Your answer should consist of each line below that includes the word "Chemin".

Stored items

----

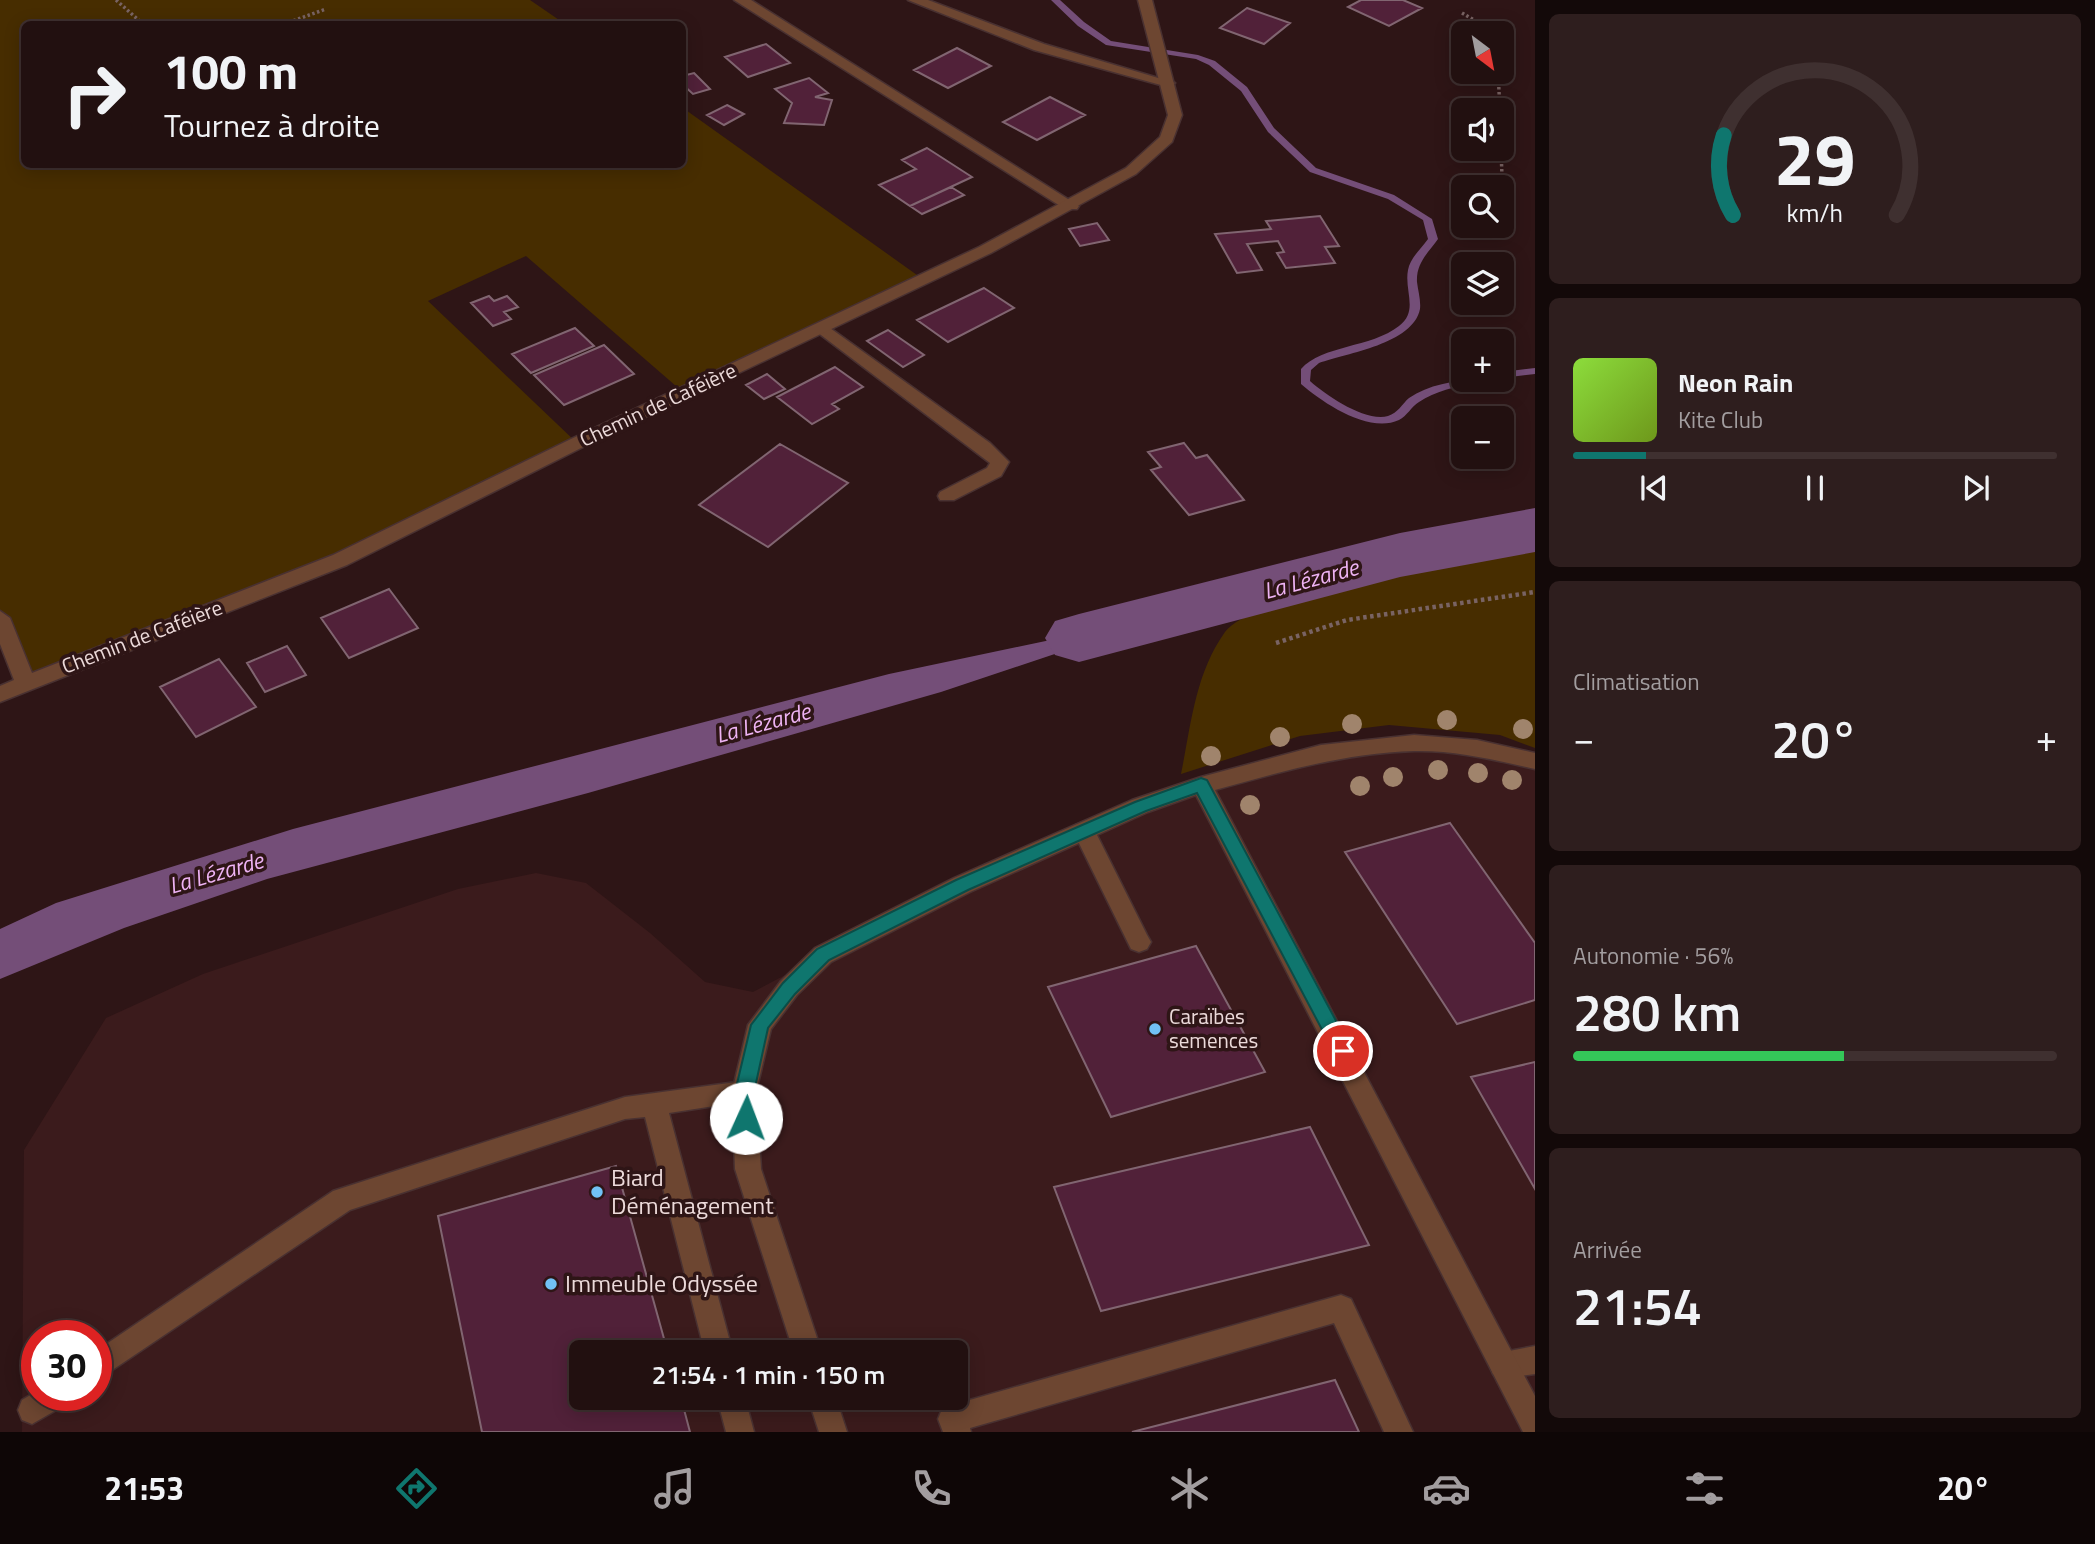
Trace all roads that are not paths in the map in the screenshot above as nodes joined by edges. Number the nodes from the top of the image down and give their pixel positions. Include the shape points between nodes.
1 (741, 0) edge
2 (915, 0) edge
3 (1145, 0) edge
4 (1168, 83) junction
5 (1071, 206) junction
6 (823, 328) junction
7 (947, 496) dead end
8 (0, 618) edge
9 (25, 682) junction
10 (0, 694) edge
11 (1535, 761) edge
12 (1201, 785) junction
13 (1084, 831) junction
14 (1139, 942) dead end
15 (744, 1092) junction
16 (654, 1104) junction
17 (716, 1340) edge
18 (804, 1340) edge
19 (112, 1356) edge
20 (1535, 1360) edge
21 (1503, 1364) junction
22 (734, 1410) edge
23 (826, 1410) edge
24 (1535, 1425) edge
25 (740, 1432) edge
26 (833, 1432) edge
27 (957, 1432) edge
28 (1399, 1432) edge

1 - 5 street
2 - 4 street via 1039,47
3 - 4 street, Chemin de Caféière
4 - 5 street, Chemin de Caféière via 1175,115 1167,139 1130,171
5 - 6 street, Chemin de Caféière
6 - 7 street via 1000,462 994,472
6 - 9 street, Chemin de Caféière via 340,560
8 - 9 street
9 - 10 street, Chemin de Caféière
11 - 12 street via 1477,748 1413,743 1321,753
12 - 13 street
12 - 21 street
13 - 14 street
13 - 15 street via 962,885 823,955 760,1025
15 - 16 street
15 - 18 street via 748,1169
16 - 17 street
16 - 19 street via 625,1108 342,1200
20 - 21 street
21 - 24 street
22 - 25 street
23 - 26 street
27 - 28 street via 952,1419 1341,1307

----

EXERCISE RESPONSE:
3 - 4 street, Chemin de Caféière
4 - 5 street, Chemin de Caféière via 1175,115 1167,139 1130,171
5 - 6 street, Chemin de Caféière
6 - 9 street, Chemin de Caféière via 340,560
9 - 10 street, Chemin de Caféière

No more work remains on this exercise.